The Guardian investigates the Syrian Electronic Army (SEA). The UK newspaper, itself a victim of SEA Twitter account hijacking, reports the SEA is directed by the Assad regime, that it works to disrupt Syrian rebels' online activities, and that it both spreads the regime's "alternative narrative" of the civil war and punishes media outlets that won't. The SEA is said to operate principally from "secret locations" in Dubai, covered by Rami Makhlouf's business operations.
Twitter says the SEA's recent account hacks were accomplished through social engineering, and warns media companies to expect more.

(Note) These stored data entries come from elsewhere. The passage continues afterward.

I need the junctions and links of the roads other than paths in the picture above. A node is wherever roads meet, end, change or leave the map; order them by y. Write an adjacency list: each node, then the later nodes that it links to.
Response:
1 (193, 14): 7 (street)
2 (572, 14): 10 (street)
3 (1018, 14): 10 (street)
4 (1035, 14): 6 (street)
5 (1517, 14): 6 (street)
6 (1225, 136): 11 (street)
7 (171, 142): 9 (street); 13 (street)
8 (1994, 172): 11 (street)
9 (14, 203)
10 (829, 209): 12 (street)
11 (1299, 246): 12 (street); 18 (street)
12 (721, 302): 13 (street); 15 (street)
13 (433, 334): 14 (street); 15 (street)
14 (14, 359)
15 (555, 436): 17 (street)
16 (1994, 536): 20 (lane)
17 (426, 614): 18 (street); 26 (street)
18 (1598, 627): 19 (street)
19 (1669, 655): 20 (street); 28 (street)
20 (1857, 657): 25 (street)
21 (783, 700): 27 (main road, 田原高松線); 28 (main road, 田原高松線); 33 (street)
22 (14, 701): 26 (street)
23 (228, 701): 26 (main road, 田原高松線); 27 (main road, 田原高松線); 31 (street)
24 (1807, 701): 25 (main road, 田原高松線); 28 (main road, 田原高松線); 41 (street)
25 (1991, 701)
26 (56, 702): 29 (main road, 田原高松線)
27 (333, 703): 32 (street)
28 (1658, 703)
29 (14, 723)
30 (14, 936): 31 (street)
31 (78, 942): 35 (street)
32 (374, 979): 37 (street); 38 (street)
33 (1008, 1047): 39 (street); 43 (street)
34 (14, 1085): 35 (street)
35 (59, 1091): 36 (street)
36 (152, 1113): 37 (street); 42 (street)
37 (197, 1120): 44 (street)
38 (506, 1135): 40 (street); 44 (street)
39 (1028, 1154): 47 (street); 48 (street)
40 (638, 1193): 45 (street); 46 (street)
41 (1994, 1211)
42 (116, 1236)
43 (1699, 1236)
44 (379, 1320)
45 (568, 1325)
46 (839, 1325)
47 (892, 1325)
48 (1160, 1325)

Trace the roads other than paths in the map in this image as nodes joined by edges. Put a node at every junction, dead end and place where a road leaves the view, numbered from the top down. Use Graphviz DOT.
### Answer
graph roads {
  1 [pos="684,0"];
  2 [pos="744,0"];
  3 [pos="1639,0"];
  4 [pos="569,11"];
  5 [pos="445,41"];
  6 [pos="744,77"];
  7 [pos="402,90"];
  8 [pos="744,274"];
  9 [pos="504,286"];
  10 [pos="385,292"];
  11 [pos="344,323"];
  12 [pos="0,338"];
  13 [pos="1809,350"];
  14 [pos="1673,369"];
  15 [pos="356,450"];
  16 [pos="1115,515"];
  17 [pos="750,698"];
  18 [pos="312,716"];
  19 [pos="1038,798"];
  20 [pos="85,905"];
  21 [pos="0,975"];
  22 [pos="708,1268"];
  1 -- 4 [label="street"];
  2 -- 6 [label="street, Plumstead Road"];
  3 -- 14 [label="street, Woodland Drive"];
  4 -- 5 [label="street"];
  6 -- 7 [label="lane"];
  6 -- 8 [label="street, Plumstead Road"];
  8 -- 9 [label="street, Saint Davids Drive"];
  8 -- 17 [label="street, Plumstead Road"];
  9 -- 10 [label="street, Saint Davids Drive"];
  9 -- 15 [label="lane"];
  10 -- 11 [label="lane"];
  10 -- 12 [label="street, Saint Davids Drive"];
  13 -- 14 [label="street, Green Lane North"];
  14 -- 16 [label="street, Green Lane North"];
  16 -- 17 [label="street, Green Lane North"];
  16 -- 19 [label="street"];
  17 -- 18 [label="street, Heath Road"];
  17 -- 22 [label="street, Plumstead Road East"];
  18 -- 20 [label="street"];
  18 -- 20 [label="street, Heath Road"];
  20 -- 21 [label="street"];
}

Effects of the LivingSocial breach continue to expand, courtesy of careless password sharing and reuse. Banks in particular regard the breach as a threat to customers' security.
British bank Ramnit undergoes an attack Trusteer describes as sophisticated—HTML injection carefully crafted to mimic legitimate webpages with unusual plausibility.
Gaming software site SourceForge continues to be spoofed by sites that deliver crimeware payloads.
A firmware backdoor is found in D-Link and Vivotek IP cameras. Malicious pdfs are on the rise, and McAfee finds a vulnerability in Adobe Reader. Authorities in Mecklenburg Vorpommern decide it's easier to replace infected computers than clean them of the Conficker worm.
Peripherals are increasingly exploited in denial-of-service attacks. Tools to execute such attacks have become a staple of the crimeware black market. There are some indications that market is adopting Bitcoin as a difficult-to-trace currency.
Australia plans to upgrade cyber defenses. Mozilla tells Gamma International to cease and desist spoofing Firefox with FinSpy.